Article 4 : Les aumônes corporelles produisent-elles un effet spirituel ?

 

Objection N°1. Il semble que les aumônes corporelles n’aient pas d’effet spirituel. Car l’effet n’est pas plus noble que sa cause. Or, les biens spirituels l’emportent sur les biens corporels. Donc les aumônes corporelles n’ont pas d’effet spirituel.

Réponse à l’objection N°1 : Ce raisonnement s’appuie sur l’aumône corporelle considérée d’après sa substance.

 

Objection N°2. Donner une chose matérielle pour une chose spirituelle, c’est de la simonie. Or, on doit éviter ce vice absolument. On ne doit donc pas faire des aumônes pour en obtenir un avantage spirituel.

Réponse à l’objection N°2 : Celui qui fait une aumône n’a pas l’intention d’acheter un bien spirituel par une chose matérielle, parce qu’il sait que les choses spirituelles l’emportent infiniment sur les choses corporelles ; mais il a l’intention de mériter par un sentiment de charité un fruit spirituel (Wiclef ayant avancé que tous ceux qui s’obligent à prier pour les autres en vue des bienfaits temporels qu’ils en ont reçus sont simoniaques, sa proposition a été condamnée formellement par le concile de Constance.).

 

Objection N°3. En multipliant la cause, on multiplie l’effet. Par conséquent si une aumône corporelle produisait un effet spirituel, il s’ensuivrait qu’une plus grande aumône profiterait davantage spirituellement, ce qui est contraire au récit de l’Evangile (Luc, chap. 21), qui nous parle d’une veuve qui mit dans le tronc du temple deux petites pièces de monnaie, et qui, de l’avis de Notre-Seigneur, donna plus que tous les autres. L’aumône corporelle n’a donc pas un effet spirituel.

Réponse à l’objection N°3 : La veuve, qui a moins donné en quantité, a donné le plus proportionnellement ; ce qui suppose en elle un plus grand sentiment de charité, et c’est de ce sentiment que l’aumône corporelle tire toute son efficacité spirituelle.

 

Mais c’est le contraire. Il est dit (Ecclésiastique, 17, 18) : L’aumône de l’homme est devant Dieu comme un sceau ; il conservera le bienfait de l’homme comme la prunelle de l’œil.

 

Conclusion Quoique l’effet des aumônes corporelles ne soit pas de sa nature un effet spirituel, mais corporel, cependant par rapport au motif qui les inspire, qui est l’amour de Dieu et du prochain, on doit en attendre un avantage spirituel.
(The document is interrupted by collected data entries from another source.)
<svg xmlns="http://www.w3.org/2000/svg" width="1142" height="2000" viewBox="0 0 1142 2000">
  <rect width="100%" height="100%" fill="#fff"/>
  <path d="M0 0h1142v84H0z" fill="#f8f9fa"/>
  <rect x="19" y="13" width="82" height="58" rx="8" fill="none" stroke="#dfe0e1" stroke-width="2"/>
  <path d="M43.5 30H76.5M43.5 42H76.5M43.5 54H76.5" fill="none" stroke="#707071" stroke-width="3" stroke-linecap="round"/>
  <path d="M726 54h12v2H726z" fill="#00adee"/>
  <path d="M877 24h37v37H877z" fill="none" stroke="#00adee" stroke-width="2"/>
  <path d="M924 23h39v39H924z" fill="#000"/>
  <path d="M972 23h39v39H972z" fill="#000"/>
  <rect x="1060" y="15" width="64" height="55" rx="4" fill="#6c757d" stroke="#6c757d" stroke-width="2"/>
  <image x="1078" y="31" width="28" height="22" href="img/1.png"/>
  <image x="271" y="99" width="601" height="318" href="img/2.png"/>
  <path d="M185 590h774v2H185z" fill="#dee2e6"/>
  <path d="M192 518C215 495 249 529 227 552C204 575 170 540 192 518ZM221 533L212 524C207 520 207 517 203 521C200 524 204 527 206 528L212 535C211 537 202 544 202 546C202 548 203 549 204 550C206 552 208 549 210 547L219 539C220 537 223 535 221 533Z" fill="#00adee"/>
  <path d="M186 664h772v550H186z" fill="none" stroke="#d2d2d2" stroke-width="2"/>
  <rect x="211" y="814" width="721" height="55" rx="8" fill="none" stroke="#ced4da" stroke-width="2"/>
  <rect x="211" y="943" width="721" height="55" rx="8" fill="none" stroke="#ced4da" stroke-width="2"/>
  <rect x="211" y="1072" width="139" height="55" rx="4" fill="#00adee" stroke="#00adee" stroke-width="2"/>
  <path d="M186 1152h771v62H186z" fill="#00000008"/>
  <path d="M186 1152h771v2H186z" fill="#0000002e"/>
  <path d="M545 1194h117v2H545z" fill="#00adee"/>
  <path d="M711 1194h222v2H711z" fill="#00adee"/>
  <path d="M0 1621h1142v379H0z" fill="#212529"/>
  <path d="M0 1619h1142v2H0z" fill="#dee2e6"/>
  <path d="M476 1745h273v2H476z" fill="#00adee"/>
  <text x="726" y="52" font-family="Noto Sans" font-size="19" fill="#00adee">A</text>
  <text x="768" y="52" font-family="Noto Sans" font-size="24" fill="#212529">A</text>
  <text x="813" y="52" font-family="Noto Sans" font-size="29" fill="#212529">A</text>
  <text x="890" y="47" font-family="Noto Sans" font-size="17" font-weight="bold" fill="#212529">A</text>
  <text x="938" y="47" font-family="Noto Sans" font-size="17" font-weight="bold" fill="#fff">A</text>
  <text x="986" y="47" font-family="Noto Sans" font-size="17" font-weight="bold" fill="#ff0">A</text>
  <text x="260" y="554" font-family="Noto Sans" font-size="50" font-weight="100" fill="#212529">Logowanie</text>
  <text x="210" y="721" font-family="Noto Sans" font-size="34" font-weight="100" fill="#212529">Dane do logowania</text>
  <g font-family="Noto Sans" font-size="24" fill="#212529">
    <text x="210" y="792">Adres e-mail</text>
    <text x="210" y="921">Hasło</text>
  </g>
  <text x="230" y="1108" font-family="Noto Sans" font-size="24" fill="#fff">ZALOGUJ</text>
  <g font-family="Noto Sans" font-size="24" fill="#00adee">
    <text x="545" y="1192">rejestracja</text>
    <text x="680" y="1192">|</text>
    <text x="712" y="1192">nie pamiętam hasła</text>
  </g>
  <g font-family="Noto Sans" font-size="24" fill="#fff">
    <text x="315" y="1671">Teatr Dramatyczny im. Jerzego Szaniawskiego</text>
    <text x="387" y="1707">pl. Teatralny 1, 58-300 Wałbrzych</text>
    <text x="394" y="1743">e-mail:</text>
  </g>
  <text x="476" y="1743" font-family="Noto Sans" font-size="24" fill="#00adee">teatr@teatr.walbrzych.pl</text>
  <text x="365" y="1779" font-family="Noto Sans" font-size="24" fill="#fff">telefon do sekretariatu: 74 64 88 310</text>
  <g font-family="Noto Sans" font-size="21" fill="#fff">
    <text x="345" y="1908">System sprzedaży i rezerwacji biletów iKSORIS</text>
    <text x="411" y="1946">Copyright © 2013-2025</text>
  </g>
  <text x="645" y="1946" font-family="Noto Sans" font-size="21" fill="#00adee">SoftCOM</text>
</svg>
Il faut répondre que l’aumône corporelle peut se considérer de trois manières : 1° Selon sa substance. A ce point de vue, elle n’a qu’un effet corporel, c’est-à-dire qu’elle supplée aux besoins corporels du prochain. 2° On peut la considérer par rapport à sa cause, en ce sens qu’on fait une aumône corporelle à cause de l’amour qu’on a pour Dieu et le prochain. Dans ce cas elle produit un fruit spirituel, d’après ces paroles de l’Ecriture (Ecclésiastique, 29, 13) : Sacrifiez votre argent pour votre frère, mettez votre trésor dans la loi du Très-Haut, et il vous sera plus utile que l’or. 3° On peut la considérer par rapport à son effet. Elle donne encore, dans cette hypothèse, un fruit spirituel, en ce sens que le prochain qui est secouru par une aumône corporelle est porté à prier pour son bienfaiteur. C’est pourquoi l’Ecriture ajoute : Renfermez votre aumône dans le sein du pauvre, et elle demandera pour vous que vous soyez exempts de tout mal.

 

Article 5 : Est-il de précepte de faire l’aumône ?

 

Objection N°1. Il semble qu’il ne soit pas de précepte de faire l’aumône. Car les conseils se distinguent des préceptes. Or, la pratique de l’aumône est un conseil, d’après ces paroles du prophète (Dan., 4, 24) : Que mon conseil plaise au roi : Rachetez vos péchés par des aumônes. Il n’est donc pas de précepte de faire l’aumône.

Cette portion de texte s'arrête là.